Of course, Stephen doesn’t listen to those warnings.

There are consequences for meddling with Time. Source

The Ancient’s One’s trick resulted in an alternate Stephen who decided to forego attempting to resurrect Christine, only to find that the world around him is disintegrating. This leads to a final confrontation between Doctor Strange and Strange Supreme. Animation really helps with this type of sequence, which could have been done in live-action but would have been ridiculously expensive. The two sorcerers are evenly matched, but eventually Strange Supreme is triumphant, absorbing his alternate self and resurrecting Christine.

But his actions have severe consequences, as the universe begins to collapse in on itself (in a sequence that looks eerily like Dormammu’s domain bleeding in to absorb reality). Strange manages to create a bubble, calling out to Uatu to fix what he’s broken.
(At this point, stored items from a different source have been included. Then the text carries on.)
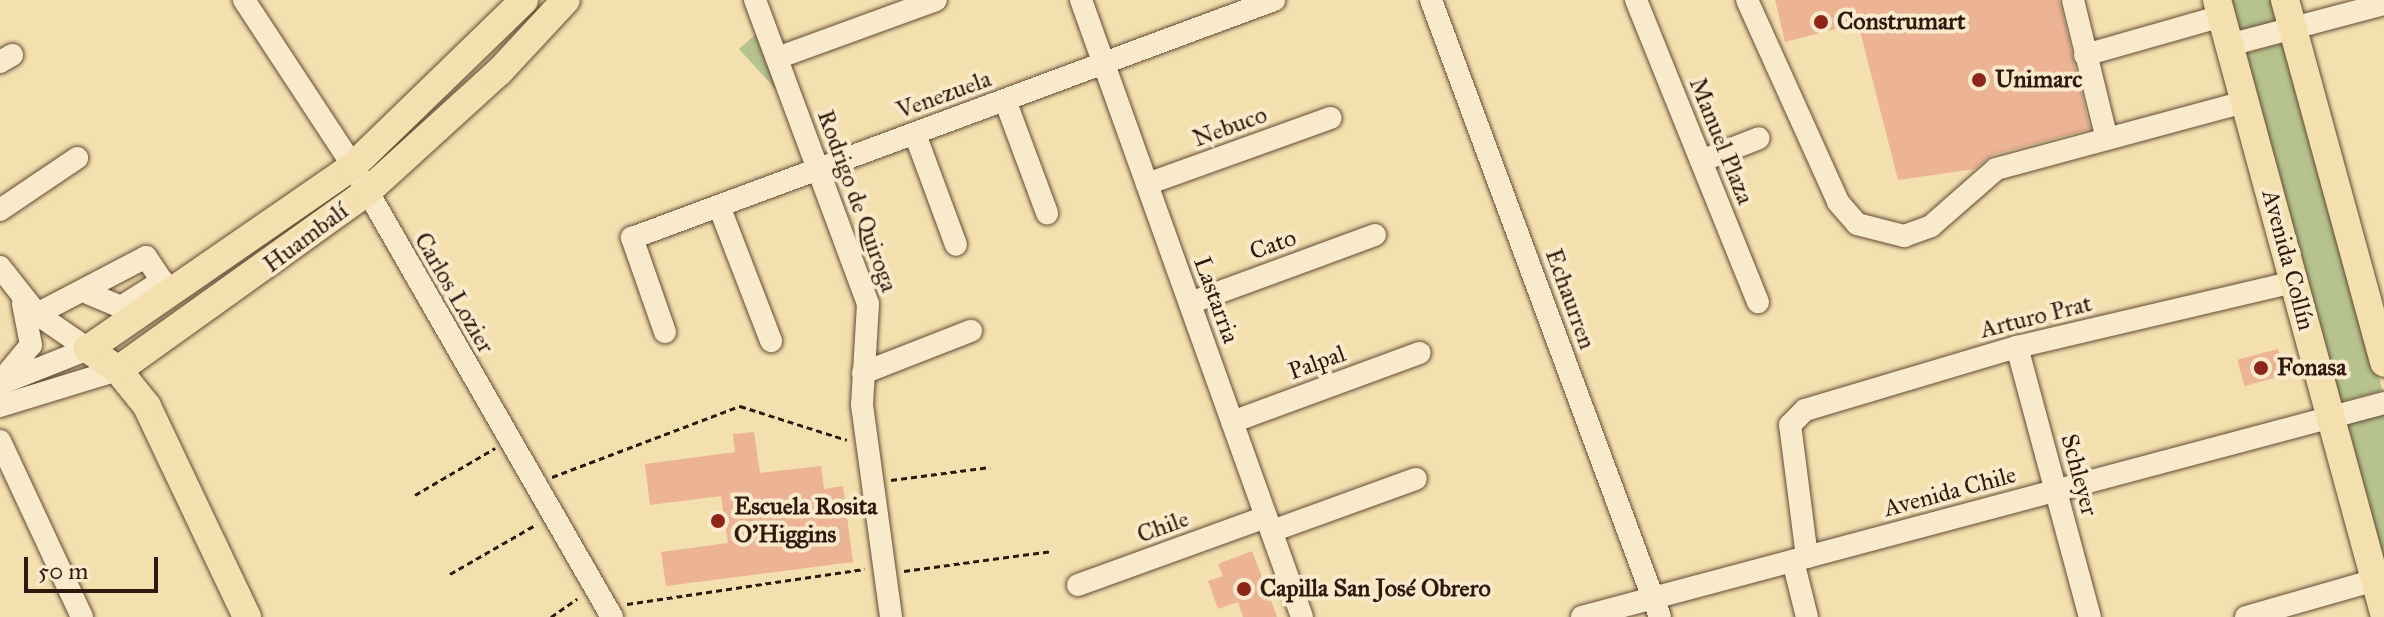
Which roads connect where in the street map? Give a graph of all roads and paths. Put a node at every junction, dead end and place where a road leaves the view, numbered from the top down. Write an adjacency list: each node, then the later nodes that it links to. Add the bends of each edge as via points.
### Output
1 (244, 0): 28 (street, Carlos Lozier)
2 (524, 0): 28 (main road, Huambalí)
3 (566, 0): 31 (main road, Huambalí, via 499,72)
4 (755, 0): 18 (street, Rodrigo de Quiroga)
5 (936, 0): 18 (street)
6 (1081, 0): 19 (street, Lastarria)
7 (1431, 0): 76 (street, Echaurren)
8 (1636, 0): 27 (street, Manuel Plaza)
9 (1747, 0): 25 (street, via 1830,186 1857,224 1904,236 1931,226 1996,169)
10 (2073, 0): 17 (street)
11 (2285, 0): 15 (main road)
12 (1269, 1): 19 (street, Venezuela)
13 (2384, 4): 15 (street)
14 (2220, 8): 16 (main road, Avenida Collín); 17 (street)
15 (2293, 28): 16 (street); 50 (main road)
16 (2229, 45): 21 (main road, Avenida Collín)
17 (2085, 55): 25 (street)
18 (777, 58): 29 (street, Rodrigo de Quiroga)
19 (1104, 63): 20 (street, Venezuela); 30 (street, Lastarria)
20 (1005, 100): 23 (street, Venezuela); 34 (street)
21 (2245, 102): 25 (street); 38 (main road, Avenida Collín)
22 (1330, 118): 30 (street, Nebuco)
23 (915, 134): 29 (street, Venezuela); 36 (street)
24 (1759, 138): 27 (street)
25 (2107, 139)
26 (77, 158): 33 (street)
27 (1701, 161): 41 (street, Manuel Plaza)
28 (353, 166): 31 (street, Carlos Lozier); 39 (main road, Huambalí)
29 (819, 169): 32 (street, Venezuela); 52 (street, Rodrigo de Quiroga, via 868,304)
30 (1147, 184): 42 (street, Lastarria)
31 (368, 191): 51 (main road, Huambalí); 58 (street, Carlos Lozier)
32 (719, 206): 45 (street, Venezuela, via 632,238); 46 (street)
33 (0, 210)
34 (1047, 213)
35 (1375, 235): 42 (street, Cato)
36 (956, 245)
37 (0, 267): 40 (street)
38 (2294, 282): 47 (street, Arturo Prat); 56 (main road, Avenida Collín)
39 (167, 288): 43 (street, via 146,257 88,293); 48 (main road, Huambalí)
40 (17, 292): 43 (street); 53 (street, via 31,345 22,364)
41 (1758, 302)
42 (1190, 303): 57 (street, Lastarria)
43 (37, 314): 48 (street)
44 (971, 331): 52 (street)
45 (665, 332)
46 (771, 341)
47 (2017, 347): 65 (street, Schleyer); 70 (street, Arturo Prat, via 1795,415)
48 (88, 349): 51 (main road); 53 (street, Huambalí)
49 (1420, 353): 57 (street, Palpal)
50 (2384, 363)
51 (118, 370): 55 (street, Huambalí); 80 (main road, via 147,406)
52 (863, 373): 60 (street, Rodrigo de Quiroga)
53 (0, 383)
54 (2384, 403): 56 (street, Avenida Chile)
55 (0, 406)
56 (2331, 417): 65 (street, Avenida Chile); 73 (main road, Avenida Collín)
57 (1232, 422): 68 (street, Lastarria)
58 (510, 439): 63 (street, Carlos Lozier); 66 (path)
59 (0, 441): 79 (street)
60 (865, 445): 63 (path, via 740,406); 64 (street, Rodrigo de Quiroga)
61 (990, 467): 64 (path)
62 (1416, 479): 68 (street, Chile)
63 (536, 483): 67 (street, Carlos Lozier)
64 (870, 483): 71 (street, Rodrigo de Quiroga)
65 (2056, 490): 70 (street, Avenida Chile); 86 (street, Schleyer)
66 (415, 495)
67 (554, 514): 72 (path); 75 (street, Carlos Lozier)
68 (1269, 524): 74 (street, Chile); 83 (street, Lastarria)
69 (1051, 551): 71 (path)
70 (1800, 559): 76 (street, Avenida Chile); 85 (street)
71 (884, 570): 77 (path); 82 (street, Rodrigo de Quiroga)
72 (450, 574)
73 (2375, 580): 78 (main road, Avenida Collín); 87 (street)
74 (1078, 585)
75 (596, 586): 77 (street, Carlos Lozier); 81 (path)
76 (1656, 608): 84 (street, Avenida Chile)
77 (610, 612)
78 (2384, 613)
79 (82, 617)
80 (247, 617)
81 (551, 617)
82 (891, 617)
83 (1302, 617)
84 (1582, 617)
85 (1807, 617)
86 (2090, 617)
87 (2246, 617)

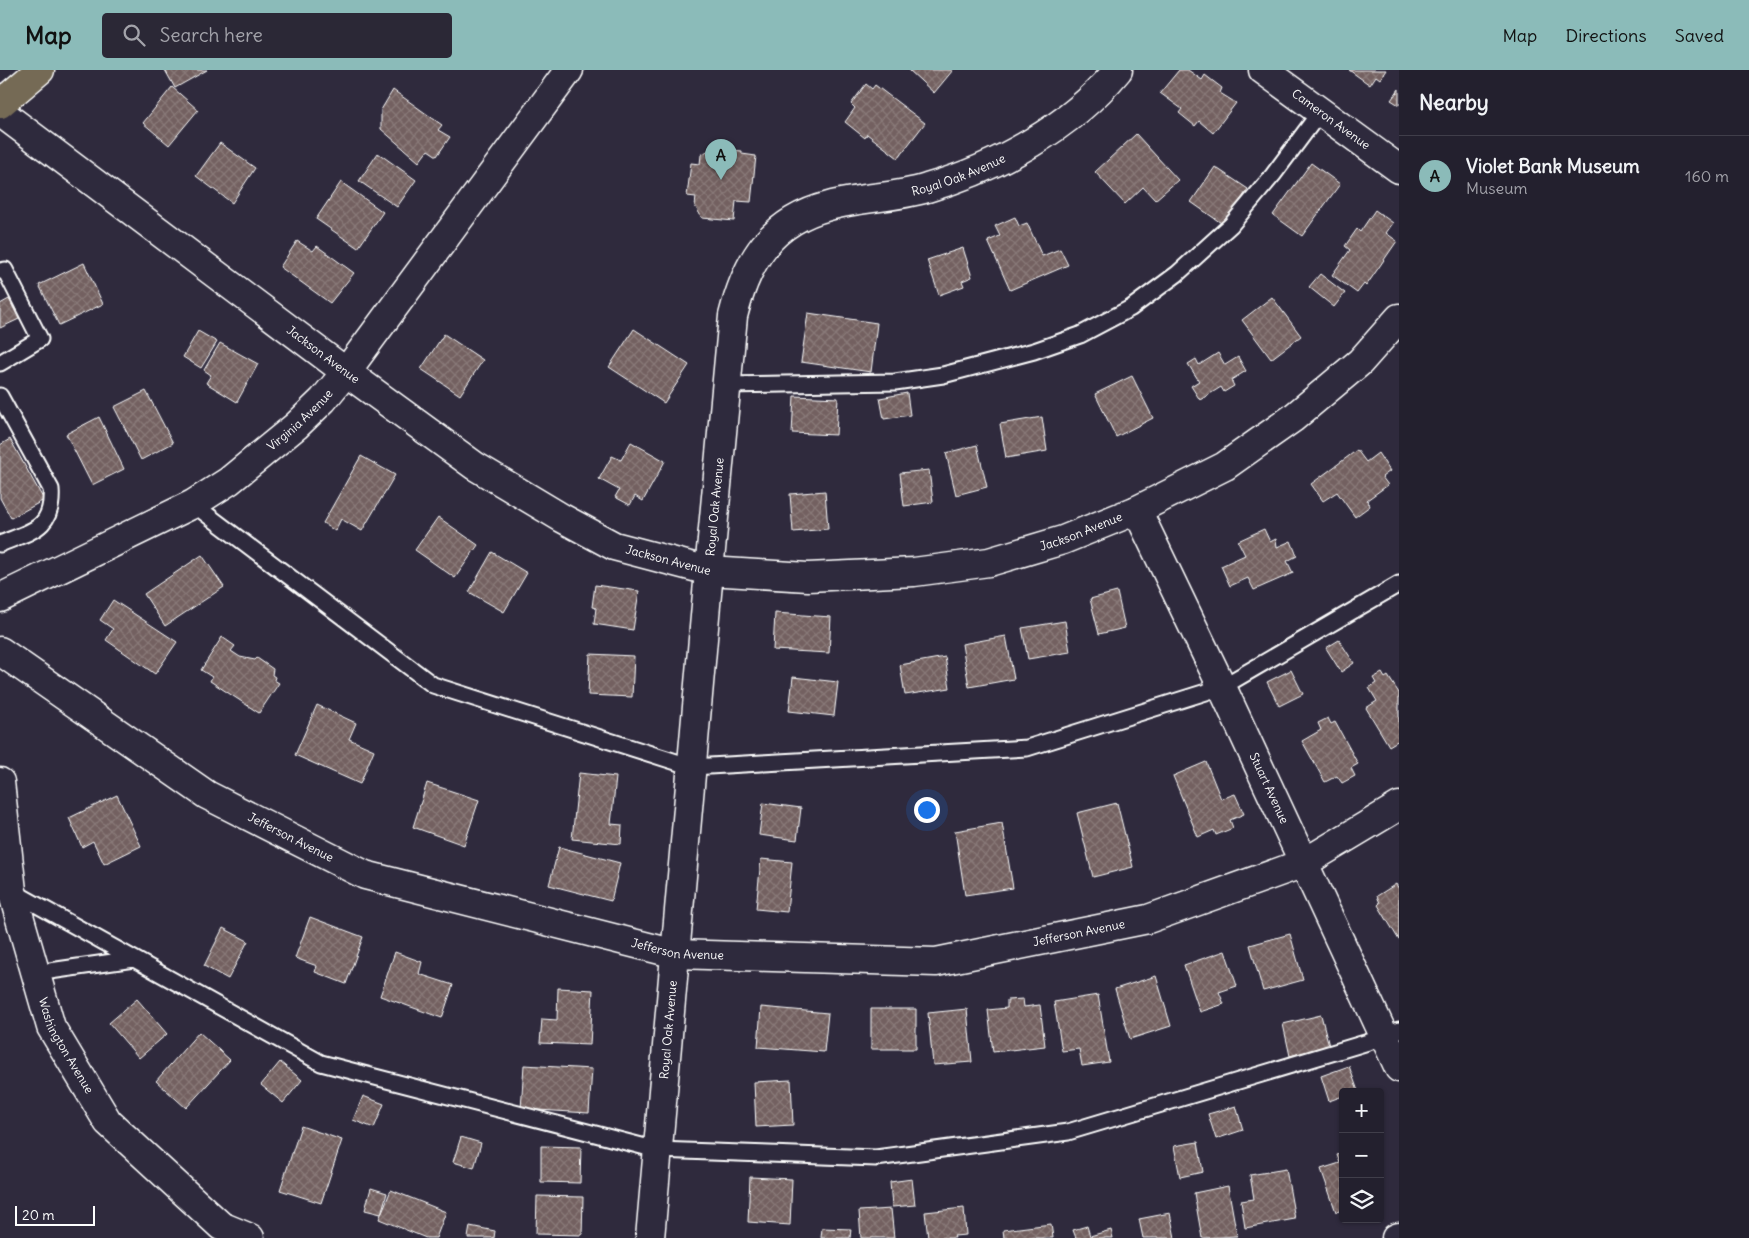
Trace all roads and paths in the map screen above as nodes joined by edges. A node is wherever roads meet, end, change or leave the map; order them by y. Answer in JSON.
{"nodes":[{"id":1,"x":40,"y":70,"type":"edge"},
{"id":2,"x":569,"y":70,"type":"edge"},
{"id":3,"x":1118,"y":70,"type":"edge"},
{"id":4,"x":1263,"y":70,"type":"edge"},
{"id":5,"x":0,"y":104,"type":"edge"},
{"id":6,"x":0,"y":112,"type":"edge"},
{"id":7,"x":1320,"y":112,"type":"junction"},
{"id":8,"x":1399,"y":170,"type":"edge"},
{"id":9,"x":0,"y":272,"type":"edge"},
{"id":10,"x":1399,"y":318,"type":"edge"},
{"id":11,"x":0,"y":363,"type":"edge"},
{"id":12,"x":346,"y":372,"type":"junction"},
{"id":13,"x":726,"y":385,"type":"junction"},
{"id":14,"x":0,"y":396,"type":"edge"},
{"id":15,"x":193,"y":504,"type":"junction"},
{"id":16,"x":1137,"y":510,"type":"junction"},
{"id":17,"x":0,"y":544,"type":"edge"},
{"id":18,"x":708,"y":571,"type":"junction"},
{"id":19,"x":1399,"y":584,"type":"edge"},
{"id":20,"x":0,"y":598,"type":"edge"},
{"id":21,"x":0,"y":651,"type":"edge"},
{"id":22,"x":1222,"y":687,"type":"junction"},
{"id":23,"x":692,"y":767,"type":"junction"},
{"id":24,"x":0,"y":782,"type":"edge"},
{"id":25,"x":1399,"y":806,"type":"edge"},
{"id":26,"x":1304,"y":863,"type":"junction"},
{"id":27,"x":12,"y":891,"type":"junction"},
{"id":28,"x":676,"y":954,"type":"junction"},
{"id":29,"x":134,"y":959,"type":"junction"},
{"id":30,"x":36,"y":973,"type":"junction"},
{"id":31,"x":1392,"y":1034,"type":"edge"},
{"id":32,"x":1399,"y":1068,"type":"edge"},
{"id":33,"x":657,"y":1150,"type":"junction"},
{"id":34,"x":250,"y":1238,"type":"edge"},
{"id":35,"x":650,"y":1238,"type":"edge"}],
"edges":[{"from":1,"to":5,"type":"main road"},
{"from":2,"to":12,"type":"street","name":"Virginia Avenue"},
{"from":3,"to":13,"type":"street","name":"Royal Oak Avenue"},
{"from":4,"to":7,"type":"street","name":"Cameron Avenue"},
{"from":6,"to":12,"type":"street","name":"Jackson Avenue"},
{"from":7,"to":8,"type":"street","name":"Cameron Avenue"},
{"from":7,"to":13,"type":"lane"},
{"from":9,"to":11,"type":"lane"},
{"from":10,"to":16,"type":"street","name":"Jackson Avenue"},
{"from":12,"to":15,"type":"street","name":"Virginia Avenue"},
{"from":12,"to":18,"type":"street","name":"Jackson Avenue"},
{"from":13,"to":18,"type":"street","name":"Royal Oak Avenue"},
{"from":14,"to":17,"type":"lane"},
{"from":15,"to":20,"type":"street","name":"Virginia Avenue"},
{"from":15,"to":23,"type":"lane"},
{"from":16,"to":18,"type":"street","name":"Jackson Avenue"},
{"from":16,"to":22,"type":"street","name":"Stuart Avenue"},
{"from":18,"to":23,"type":"street","name":"Royal Oak Avenue"},
{"from":19,"to":22,"type":"lane"},
{"from":21,"to":28,"type":"street","name":"Jefferson Avenue"},
{"from":22,"to":23,"type":"lane"},
{"from":22,"to":26,"type":"street","name":"Stuart Avenue"},
{"from":23,"to":28,"type":"street","name":"Royal Oak Avenue"},
{"from":24,"to":27,"type":"street","name":"Washington Avenue"},
{"from":25,"to":26,"type":"street","name":"Jefferson Avenue"},
{"from":26,"to":28,"type":"street","name":"Jefferson Avenue"},
{"from":26,"to":31,"type":"street","name":"Stuart Avenue"},
{"from":27,"to":29,"type":"lane"},
{"from":27,"to":30,"type":"street","name":"Washington Avenue"},
{"from":28,"to":33,"type":"street","name":"Royal Oak Avenue"},
{"from":29,"to":30,"type":"lane"},
{"from":29,"to":33,"type":"lane"},
{"from":30,"to":34,"type":"street","name":"Washington Avenue"},
{"from":31,"to":32,"type":"street","name":"Stuart Avenue"},
{"from":31,"to":33,"type":"lane"},
{"from":33,"to":35,"type":"street","name":"Royal Oak Avenue"}]}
The Watcher is having none of it, reminding Strange that he was warned repeatedly that breaking an Absolute Point would have catastrophic consequences. In the end, Strange doesn’t get to save Christine or reality. Instead, he is left as a broken shell of a man, inside a tiny bubble of what remains of his reality.

Stephen Strange as a character is someone who is built on arrogance and the need to control everything around him. That character flaw is still present in the original timeline. Here, we see what the ultimate cost of hubris is: the destruction of everything and everyone. A truly satisfying but depressing ending to the episode, which I enjoyed. Tragedies like this are among my favorite stories, particularly because it reminds me that we must be measured in our actions. While Strange’s obsession with saving someone he loved is understandable, this is what happens when grief is given power rather than processed and accepted. Death is a natural part of life but so is living and moving on from our grief.